Problem details >>
Would you please copy each line of the listing that mentions "Торцева"?

━━━━━ Given entries ━━━━━

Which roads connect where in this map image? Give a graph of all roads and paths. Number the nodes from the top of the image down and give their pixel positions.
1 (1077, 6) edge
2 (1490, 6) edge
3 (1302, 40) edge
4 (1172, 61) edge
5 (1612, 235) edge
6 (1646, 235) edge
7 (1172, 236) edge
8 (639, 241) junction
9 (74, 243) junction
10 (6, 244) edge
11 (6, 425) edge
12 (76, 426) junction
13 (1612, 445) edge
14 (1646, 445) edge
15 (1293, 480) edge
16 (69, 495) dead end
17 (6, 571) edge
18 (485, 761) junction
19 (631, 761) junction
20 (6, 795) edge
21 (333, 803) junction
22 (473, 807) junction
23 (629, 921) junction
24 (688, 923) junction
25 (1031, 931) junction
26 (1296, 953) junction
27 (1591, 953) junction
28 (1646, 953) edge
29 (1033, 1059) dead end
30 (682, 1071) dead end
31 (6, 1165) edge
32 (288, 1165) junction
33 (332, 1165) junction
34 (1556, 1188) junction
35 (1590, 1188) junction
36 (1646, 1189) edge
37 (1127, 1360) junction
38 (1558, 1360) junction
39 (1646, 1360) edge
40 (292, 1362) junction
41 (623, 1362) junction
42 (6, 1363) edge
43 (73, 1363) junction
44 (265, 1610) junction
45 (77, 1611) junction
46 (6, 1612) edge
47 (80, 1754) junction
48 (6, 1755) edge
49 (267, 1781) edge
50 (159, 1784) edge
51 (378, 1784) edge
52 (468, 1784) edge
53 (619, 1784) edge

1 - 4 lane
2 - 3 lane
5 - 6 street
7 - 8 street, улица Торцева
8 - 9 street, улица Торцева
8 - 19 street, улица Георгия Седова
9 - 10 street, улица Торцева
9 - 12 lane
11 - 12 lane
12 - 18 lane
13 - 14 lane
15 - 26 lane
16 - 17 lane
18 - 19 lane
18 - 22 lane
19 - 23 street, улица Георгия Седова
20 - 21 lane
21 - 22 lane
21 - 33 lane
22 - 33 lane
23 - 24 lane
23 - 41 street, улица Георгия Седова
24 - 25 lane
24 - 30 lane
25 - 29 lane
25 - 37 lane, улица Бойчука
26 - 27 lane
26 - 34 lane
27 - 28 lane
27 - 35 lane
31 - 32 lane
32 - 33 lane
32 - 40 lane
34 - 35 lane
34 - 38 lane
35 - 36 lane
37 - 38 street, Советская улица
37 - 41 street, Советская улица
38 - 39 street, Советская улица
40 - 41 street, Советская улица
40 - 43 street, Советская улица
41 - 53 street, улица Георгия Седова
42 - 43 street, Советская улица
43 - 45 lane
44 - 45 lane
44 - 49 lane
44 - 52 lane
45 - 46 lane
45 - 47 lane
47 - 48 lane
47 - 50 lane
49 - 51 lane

━━━━━

Reply to the task >>
7 - 8 street, улица Торцева
8 - 9 street, улица Торцева
9 - 10 street, улица Торцева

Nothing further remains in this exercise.